Nia DaCosta
👤 PersonAppearances Over Time
Podcast Appearances
I think, you know, she does some pretty terrible things in the play, and she does some extreme acts that are
are emotionally violent and she asks people to do some terrible things.
But she's so vulnerable.
She's as vulnerable as she is vicious and she's so complicated and she's funny and she's all these things.
And I just thought it was a really interesting portrait of a woman who was trying to express herself while living under oppression, essentially.
At the time, when I came to writing a script, I always just thought a Black woman would be the center because I wanted more visions of us and more diverse kinds of visions of us Black women in media.
And also, I was lucky enough to have Tessa Thompson as a collaborator on my first film and as a very good friend, and I just thought, oh, well, Tessa's going to play Hedda.
You know, that was just an assumption I made, and I told her about it.
And so from that point on, I'm like, yeah, so now Hedda is...
You know, now she's this dimension that I have to feed into the script.
And then turning Eilert Loveborg from the play into Eileen Loveborg was really about me wanting to dig into what I found interesting.

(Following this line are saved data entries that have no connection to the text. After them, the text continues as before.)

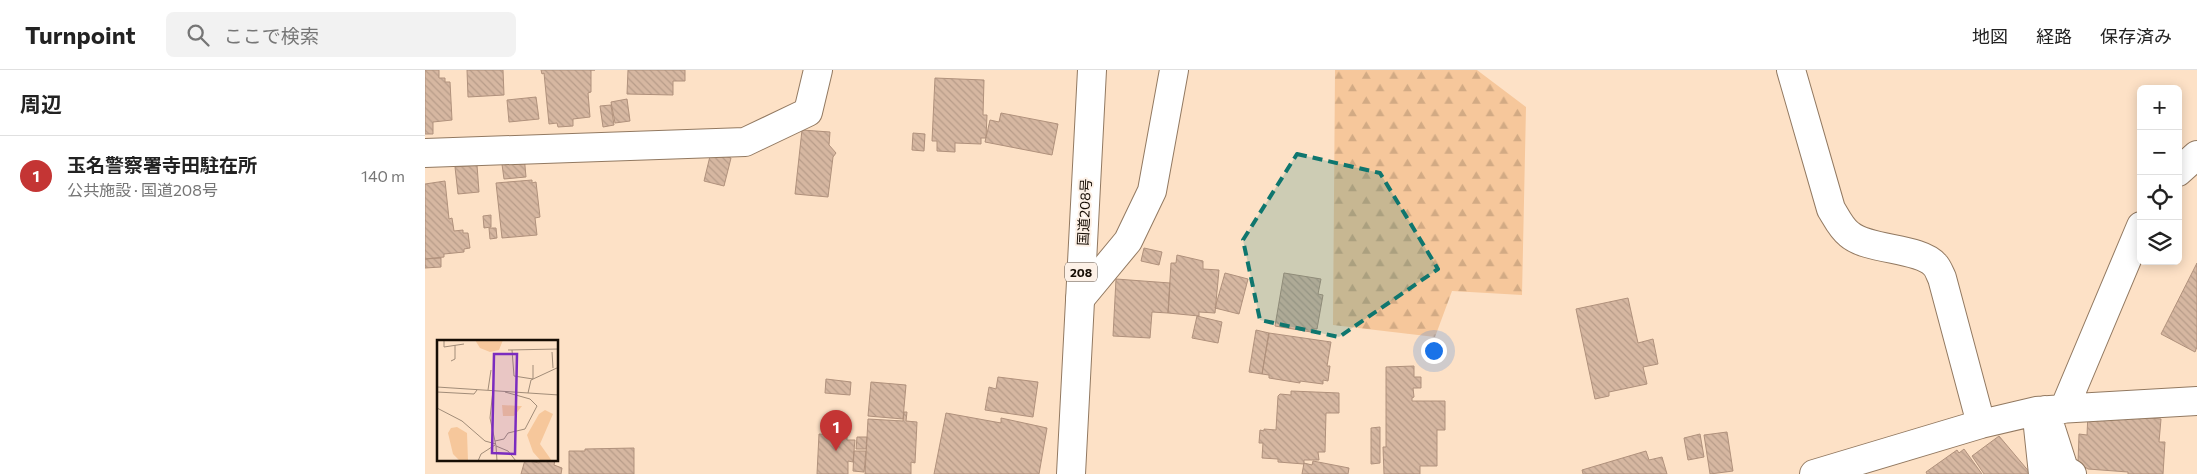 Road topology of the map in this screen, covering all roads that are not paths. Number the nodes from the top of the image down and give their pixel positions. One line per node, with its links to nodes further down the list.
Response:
1 (817, 70): 5 (main road)
2 (1091, 70): 9 (main road, 国道208号 / 208)
3 (1174, 70): 9 (main road)
4 (1791, 70): 12 (main road)
5 (425, 153)
6 (2197, 155): 7 (main road)
7 (2182, 168)
8 (2137, 236): 11 (main road)
9 (1080, 299): 13 (main road, 国道208号 / 208)
10 (2197, 401): 11 (main road)
11 (2046, 410): 12 (main road); 15 (main road); 16 (main road)
12 (1981, 424): 14 (main road)
13 (1071, 474)
14 (1815, 474)
15 (2043, 474)
16 (2072, 474) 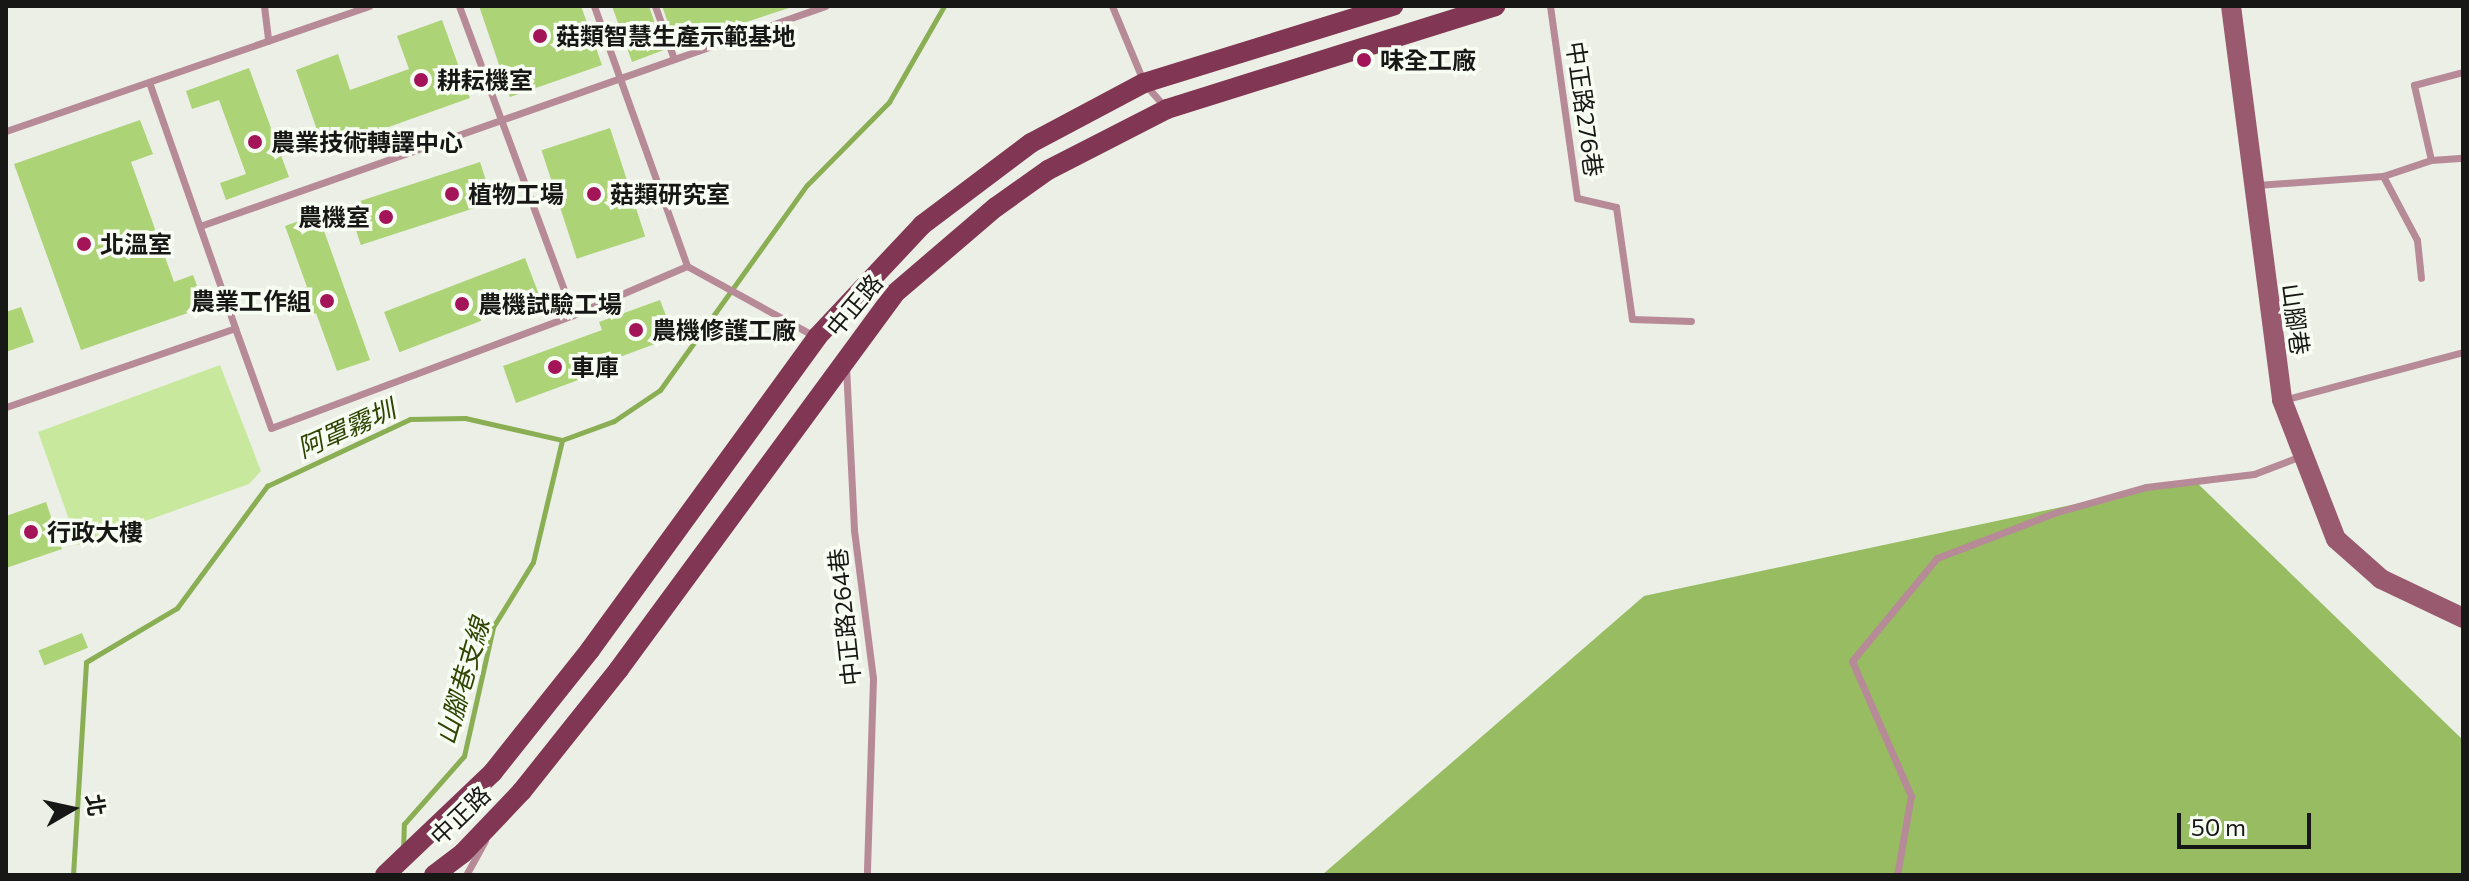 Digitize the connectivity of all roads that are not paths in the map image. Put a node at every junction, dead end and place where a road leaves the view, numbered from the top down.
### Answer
1 (264, 6) edge
2 (369, 6) edge
3 (459, 6) edge
4 (594, 6) edge
5 (655, 6) edge
6 (825, 6) edge
7 (1112, 6) edge
8 (1393, 6) edge
9 (1495, 6) edge
10 (1550, 6) edge
11 (2231, 6) edge
12 (268, 41) junction
13 (674, 59) junction
14 (2463, 72) edge
15 (620, 78) junction
16 (149, 82) junction
17 (1144, 83) junction
18 (1167, 109) junction
19 (501, 120) junction
20 (6, 131) edge
21 (2463, 158) edge
22 (2431, 160) junction
23 (2383, 176) junction
24 (2254, 186) junction
25 (200, 226) junction
26 (687, 266) junction
27 (2421, 278) dead end
28 (573, 315) junction
29 (1691, 321) dead end
30 (235, 328) junction
31 (817, 337) junction
32 (2463, 352) edge
33 (846, 356) junction
34 (2282, 400) junction
35 (6, 407) edge
36 (2303, 456) junction
37 (2463, 618) edge
38 (502, 812) junction
39 (385, 875) edge
40 (434, 875) edge
41 (466, 875) edge
42 (867, 875) edge
43 (1897, 875) edge

1 - 12 lane
2 - 12 lane
3 - 19 lane
4 - 15 lane
5 - 13 lane
6 - 13 lane
7 - 17 lane
8 - 17 main road, 中正路
9 - 18 main road, 中正路
10 - 29 lane, 中正路276巷
11 - 24 street, 山腳巷
12 - 16 lane
13 - 15 lane
14 - 22 lane
15 - 19 lane
15 - 26 lane
16 - 20 lane
16 - 25 lane
17 - 18 lane
17 - 31 main road, 中正路
18 - 33 main road, 中正路
19 - 25 lane
19 - 28 lane
21 - 22 lane
22 - 23 lane
23 - 24 lane
23 - 27 lane
24 - 34 street, 山腳巷
25 - 30 lane
26 - 28 lane
26 - 31 lane
28 - 30 lane
30 - 35 lane
31 - 39 main road, 中正路
32 - 34 lane
33 - 38 main road, 中正路
33 - 42 lane, 中正路264巷
34 - 36 street, 山腳巷
36 - 37 street, 山腳巷
36 - 43 lane
38 - 40 main road, 中正路
38 - 41 lane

so compelling about the piece, which was really this idea of a woman trying to navigate a repressed society who's trying to put her into a box.
And I thought, she needs more women around her.
And this character, Eilert, he's always complaining about being so brilliant and no one understands him and no one listens to him.
And I thought, well, if that's a woman, if that's a female character, then I want to empathize a bit more and then I understand even more fully why she's so depressed and why that leads her to
to drink and to kind of keep self-sabotaging in a way.
I thought she was much more compelling as Eileen than Eilert.
Yeah, you know, I think in the sort of correcting the sins of our past, the dearth of visibility for people of color in cinema, I think sometimes the easy answer was, oh, colorblind casting.